Googleは2026年2月19日、AIモデル「Gemini 3.1 Pro」のプレビュー版を公開しました。Gemini 3シリーズの最新モデルで、同社は複雑なタスクをこなすための「より賢いベースモデル」だと説明しています。
Gemini 3 Proをベースに推論性能を大幅に引き上げたモデルで、未知の論理パターンの解決能力を測る「ARC-AGI-2」ではARC Prize財団の検証済みスコアで77.1%を達成しました(モデルカード上は「Thinking (High)」設定)。これはGemini 3 Proの31.1%から2倍以上の向上です。2月12日に発表したGemini 3 Deep Think(84.6%)には及ばないものの、ベースモデルの推論力が大きく底上げされています。

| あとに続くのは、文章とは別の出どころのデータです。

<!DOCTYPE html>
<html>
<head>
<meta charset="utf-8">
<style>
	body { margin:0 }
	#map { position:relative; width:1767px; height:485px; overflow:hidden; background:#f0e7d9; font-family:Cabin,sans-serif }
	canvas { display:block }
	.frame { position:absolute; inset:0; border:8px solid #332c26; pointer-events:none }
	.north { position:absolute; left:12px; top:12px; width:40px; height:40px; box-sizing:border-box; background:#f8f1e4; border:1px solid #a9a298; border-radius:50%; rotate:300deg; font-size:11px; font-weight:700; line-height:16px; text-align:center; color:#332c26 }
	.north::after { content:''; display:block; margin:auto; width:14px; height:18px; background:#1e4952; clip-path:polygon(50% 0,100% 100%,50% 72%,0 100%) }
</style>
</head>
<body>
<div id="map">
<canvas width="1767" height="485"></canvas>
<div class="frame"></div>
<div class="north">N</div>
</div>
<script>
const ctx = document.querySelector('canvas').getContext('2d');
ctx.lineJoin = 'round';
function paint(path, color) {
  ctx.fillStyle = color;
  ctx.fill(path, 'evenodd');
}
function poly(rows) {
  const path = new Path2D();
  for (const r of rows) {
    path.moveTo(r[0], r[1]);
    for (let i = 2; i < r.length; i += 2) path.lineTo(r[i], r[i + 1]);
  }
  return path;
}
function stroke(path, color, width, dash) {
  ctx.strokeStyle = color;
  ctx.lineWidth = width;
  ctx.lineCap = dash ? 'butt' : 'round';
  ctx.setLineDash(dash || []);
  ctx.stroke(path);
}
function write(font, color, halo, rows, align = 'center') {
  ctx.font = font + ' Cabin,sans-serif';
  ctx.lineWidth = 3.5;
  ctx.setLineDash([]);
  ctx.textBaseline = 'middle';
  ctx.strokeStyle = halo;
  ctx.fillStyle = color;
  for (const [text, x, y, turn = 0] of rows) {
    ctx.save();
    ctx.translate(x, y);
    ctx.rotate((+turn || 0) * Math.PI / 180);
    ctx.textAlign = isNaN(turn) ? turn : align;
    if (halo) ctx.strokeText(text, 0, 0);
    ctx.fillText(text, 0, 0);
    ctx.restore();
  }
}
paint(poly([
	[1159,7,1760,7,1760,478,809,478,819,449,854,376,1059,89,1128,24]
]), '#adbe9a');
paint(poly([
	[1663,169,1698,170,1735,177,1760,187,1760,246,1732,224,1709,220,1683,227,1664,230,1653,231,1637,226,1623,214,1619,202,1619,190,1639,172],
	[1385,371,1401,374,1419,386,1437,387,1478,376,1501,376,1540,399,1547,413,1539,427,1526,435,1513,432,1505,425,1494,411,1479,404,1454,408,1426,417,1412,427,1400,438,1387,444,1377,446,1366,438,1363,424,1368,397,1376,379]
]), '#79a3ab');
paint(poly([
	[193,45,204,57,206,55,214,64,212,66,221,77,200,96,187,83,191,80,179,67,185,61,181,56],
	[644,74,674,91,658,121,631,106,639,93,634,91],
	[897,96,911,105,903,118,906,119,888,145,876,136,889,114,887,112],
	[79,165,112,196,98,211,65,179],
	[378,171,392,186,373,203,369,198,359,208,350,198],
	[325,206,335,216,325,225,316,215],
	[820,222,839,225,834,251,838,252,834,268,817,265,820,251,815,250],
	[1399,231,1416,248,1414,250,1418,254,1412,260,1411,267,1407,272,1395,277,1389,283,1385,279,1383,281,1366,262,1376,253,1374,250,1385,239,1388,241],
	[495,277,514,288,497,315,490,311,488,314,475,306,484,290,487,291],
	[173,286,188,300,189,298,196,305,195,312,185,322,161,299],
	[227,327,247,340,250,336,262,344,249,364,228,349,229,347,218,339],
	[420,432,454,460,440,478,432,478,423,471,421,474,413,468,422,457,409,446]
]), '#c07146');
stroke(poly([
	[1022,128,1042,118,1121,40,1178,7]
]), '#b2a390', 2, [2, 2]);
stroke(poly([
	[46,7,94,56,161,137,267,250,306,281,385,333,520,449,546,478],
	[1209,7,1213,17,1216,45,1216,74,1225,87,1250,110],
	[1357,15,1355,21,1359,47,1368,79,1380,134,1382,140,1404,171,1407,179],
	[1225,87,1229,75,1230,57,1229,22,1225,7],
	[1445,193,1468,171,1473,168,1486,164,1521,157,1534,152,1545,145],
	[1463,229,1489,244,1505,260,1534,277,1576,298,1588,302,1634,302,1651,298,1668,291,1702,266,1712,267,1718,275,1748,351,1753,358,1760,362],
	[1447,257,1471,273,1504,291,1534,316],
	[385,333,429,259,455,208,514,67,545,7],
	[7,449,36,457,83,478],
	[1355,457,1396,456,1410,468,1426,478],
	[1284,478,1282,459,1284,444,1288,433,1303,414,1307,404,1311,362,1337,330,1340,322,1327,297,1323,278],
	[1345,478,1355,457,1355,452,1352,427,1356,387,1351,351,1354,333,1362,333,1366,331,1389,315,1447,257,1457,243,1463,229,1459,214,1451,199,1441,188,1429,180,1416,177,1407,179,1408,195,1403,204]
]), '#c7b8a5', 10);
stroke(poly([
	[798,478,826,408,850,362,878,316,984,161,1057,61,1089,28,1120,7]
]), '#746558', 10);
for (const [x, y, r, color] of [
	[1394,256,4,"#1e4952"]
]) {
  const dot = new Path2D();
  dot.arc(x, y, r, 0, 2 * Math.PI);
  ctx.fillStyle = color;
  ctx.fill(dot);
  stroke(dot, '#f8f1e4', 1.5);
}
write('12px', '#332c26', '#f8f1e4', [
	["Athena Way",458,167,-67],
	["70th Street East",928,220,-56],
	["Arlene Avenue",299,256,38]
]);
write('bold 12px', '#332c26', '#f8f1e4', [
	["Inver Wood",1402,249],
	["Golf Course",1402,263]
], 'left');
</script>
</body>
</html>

博士レベルの科学知識を問うGPQA Diamondは94.3%(Gemini 3 Proは91.9%)、学術推論のHumanity’s Last Examはツールなしで44.4%を記録しました。コーディング分野ではSWE-Bench Verifiedが80.6%、LiveCodeBench ProのEloは2887に到達。エージェント型タスクのAPEX-Agentsは33.5%とGemini 3 Proの18.4%から大幅に改善しており、多言語QAのMMMLUでは92.6%を記録するなど、全体的に性能が向上しているといいます。
安全性評価では、Google DeepMindの「Frontier Safety Framework」に基づき、CBRN(化学・生物・放射線・核)や有害な操作、機械学習の研究開発、ミスアライメントの各領域でCCL(Critical Capability Level)のアラート閾値を下回ったといいます。
Geminiで「.1」刻みのアップデートが実施されるのは、今回が初めてだといいます。これまでは「.5」刻みが中間アップデートの役割を担ってきましたが、より短い間隔での改良を反映している形です。同社は2月12日にもGemini 3 Deep Thinkの大型アップデートを公開。Gemini 3.1 Proを、Deep Thinkの成果を支えるコアインテリジェンスの強化版だと位置付けています。
一般ユーザーはGeminiアプリおよびNotebookLMで利用可能です。同社はGeminiアプリにおいてGoogle AI Pro/Ultraプランユーザーの利用上限を引き上げ、NotebookLMではPro/Ultraユーザー限定で提供するといいます。開発者はGemini APIを介してGoogle AI StudioやAndroid Studioなどから、法人向けにはVertex AIなどでアクセス可能です。現在はプレビュー版として提供されており、エージェント型ワークフローの改善を経て、近日中に一般提供を始める予定だといいます。